Muriel Ressiguier s'est même réjouie de l'absence de subventions avancée par P.Saurel pour cette année :
J'ai appris son démenti. C'est une bonne chose. Il s'est peut être rendu compte qu'il était borderline sur la question de la laïcité
Peut être que les différents acteurs politiques de cette polémique se sont inspirés de l'état d'esprit de Saint-Roch pour apaiser les tensions.
Le programme des festivités iciLa question religieuse, une affaire d'Etat à Montpellier
La loi de 1905 le stipule formellement. Et Muriel Ressiguier le rappelle : "« La République ne reconnaît, ne salarie ni ne subventionne aucun culte. […] »Or réside ici le coeur de la polémique puisque la ville de Montpellier, par le biais de sa mairie qui est un "agent de l'Etat" au sein d'une commune, subventionne les festivités de Saint-Roch.
Entre 2011 et 2017, les subventions allouées à l’Association internationale Saint-Roch de Montpellier, organisatrice des fêtes, ont quadruplé, passant de 4 000 à 15 000 euros.

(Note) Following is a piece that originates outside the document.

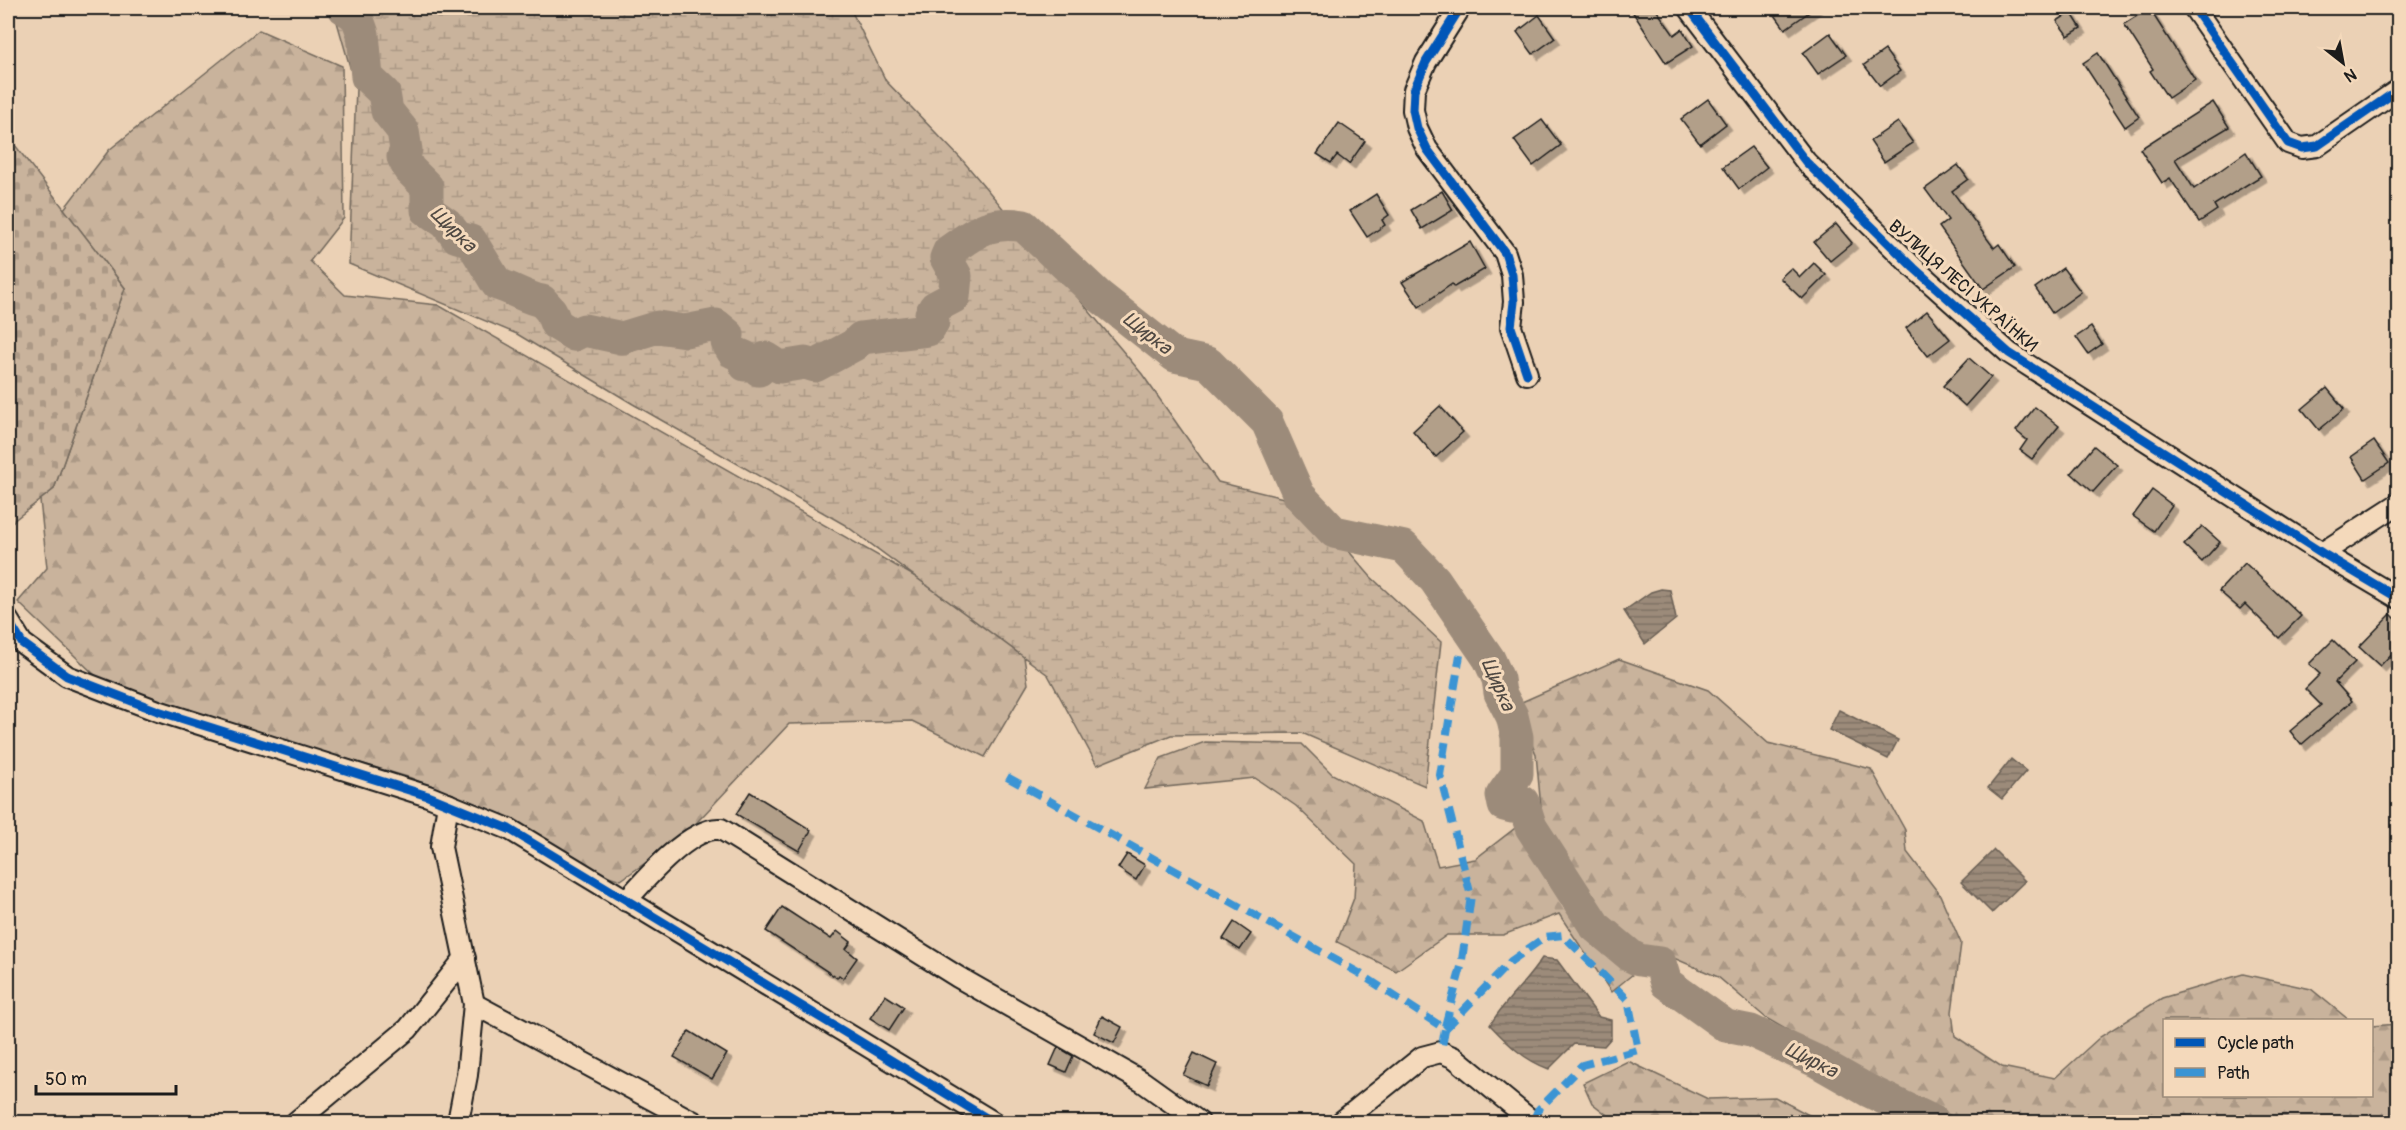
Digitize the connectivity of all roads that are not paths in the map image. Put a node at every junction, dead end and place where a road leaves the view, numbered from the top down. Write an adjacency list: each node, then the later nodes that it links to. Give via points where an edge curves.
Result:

Depuis 2015, la collectivité Montpellier Méditerranée Métropôle a intégré la filière « Tourisme et spiritualité » pour intégrer et développer le patrimoine religieux de la ville comme axe de travail touristique.
Un rapprochement avec la sphère religieuse qui ne va cesser d'alimenter les discussions entre majorité et opposition.